== WORK TASK ==
Reproduce the lines below exactly. Skip images.
• • • • • • •
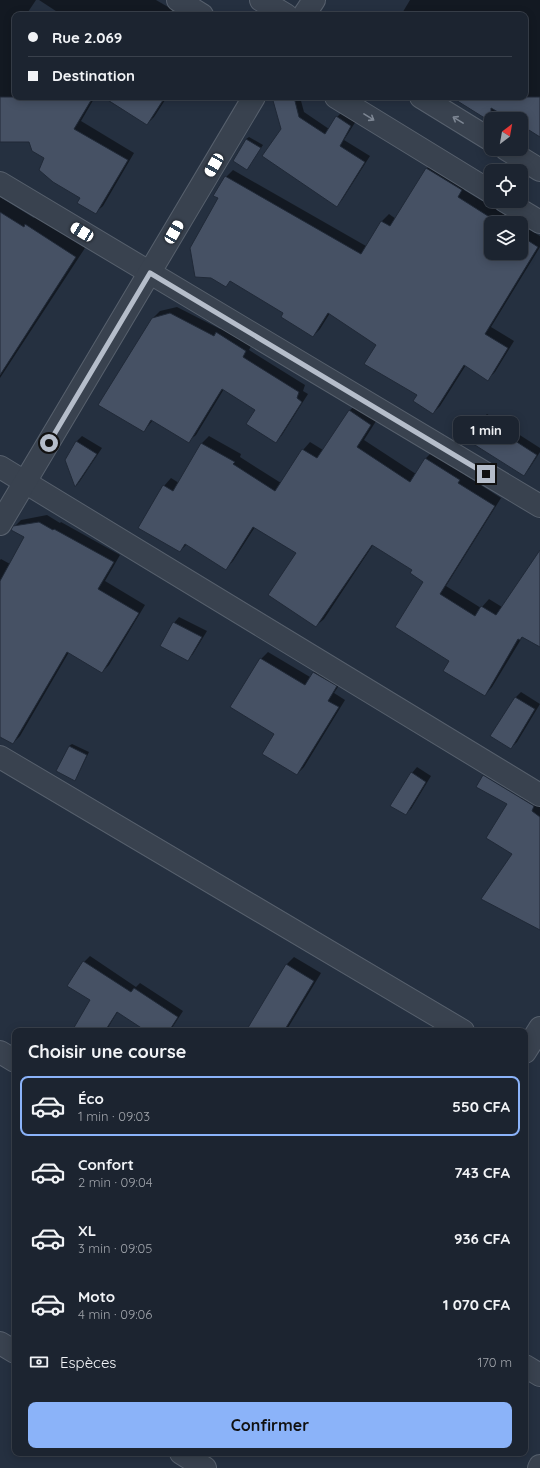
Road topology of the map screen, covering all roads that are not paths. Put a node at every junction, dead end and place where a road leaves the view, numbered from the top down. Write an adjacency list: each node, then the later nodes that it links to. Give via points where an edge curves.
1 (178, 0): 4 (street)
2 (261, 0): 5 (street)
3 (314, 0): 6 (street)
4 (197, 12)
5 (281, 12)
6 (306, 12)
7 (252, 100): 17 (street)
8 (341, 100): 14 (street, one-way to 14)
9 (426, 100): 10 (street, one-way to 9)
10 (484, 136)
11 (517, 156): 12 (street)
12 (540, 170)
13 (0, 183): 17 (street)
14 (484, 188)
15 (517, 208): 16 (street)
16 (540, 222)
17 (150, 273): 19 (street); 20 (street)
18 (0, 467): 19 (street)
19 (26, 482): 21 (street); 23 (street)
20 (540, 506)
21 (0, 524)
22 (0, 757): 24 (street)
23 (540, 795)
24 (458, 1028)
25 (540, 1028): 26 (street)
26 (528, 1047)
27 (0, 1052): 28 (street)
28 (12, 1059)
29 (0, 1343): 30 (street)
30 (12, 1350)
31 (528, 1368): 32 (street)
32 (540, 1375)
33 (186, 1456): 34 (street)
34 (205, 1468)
• • • • • • •
== RESPONSE ==
Road topology of the map screen, covering all roads that are not paths. Put a node at every junction, dead end and place where a road leaves the view, numbered from the top down. Write an adjacency list: each node, then the later nodes that it links to. Give via points where an edge curves.
1 (178, 0): 4 (street)
2 (261, 0): 5 (street)
3 (314, 0): 6 (street)
4 (197, 12)
5 (281, 12)
6 (306, 12)
7 (252, 100): 17 (street)
8 (341, 100): 14 (street, one-way to 14)
9 (426, 100): 10 (street, one-way to 9)
10 (484, 136)
11 (517, 156): 12 (street)
12 (540, 170)
13 (0, 183): 17 (street)
14 (484, 188)
15 (517, 208): 16 (street)
16 (540, 222)
17 (150, 273): 19 (street); 20 (street)
18 (0, 467): 19 (street)
19 (26, 482): 21 (street); 23 (street)
20 (540, 506)
21 (0, 524)
22 (0, 757): 24 (street)
23 (540, 795)
24 (458, 1028)
25 (540, 1028): 26 (street)
26 (528, 1047)
27 (0, 1052): 28 (street)
28 (12, 1059)
29 (0, 1343): 30 (street)
30 (12, 1350)
31 (528, 1368): 32 (street)
32 (540, 1375)
33 (186, 1456): 34 (street)
34 (205, 1468)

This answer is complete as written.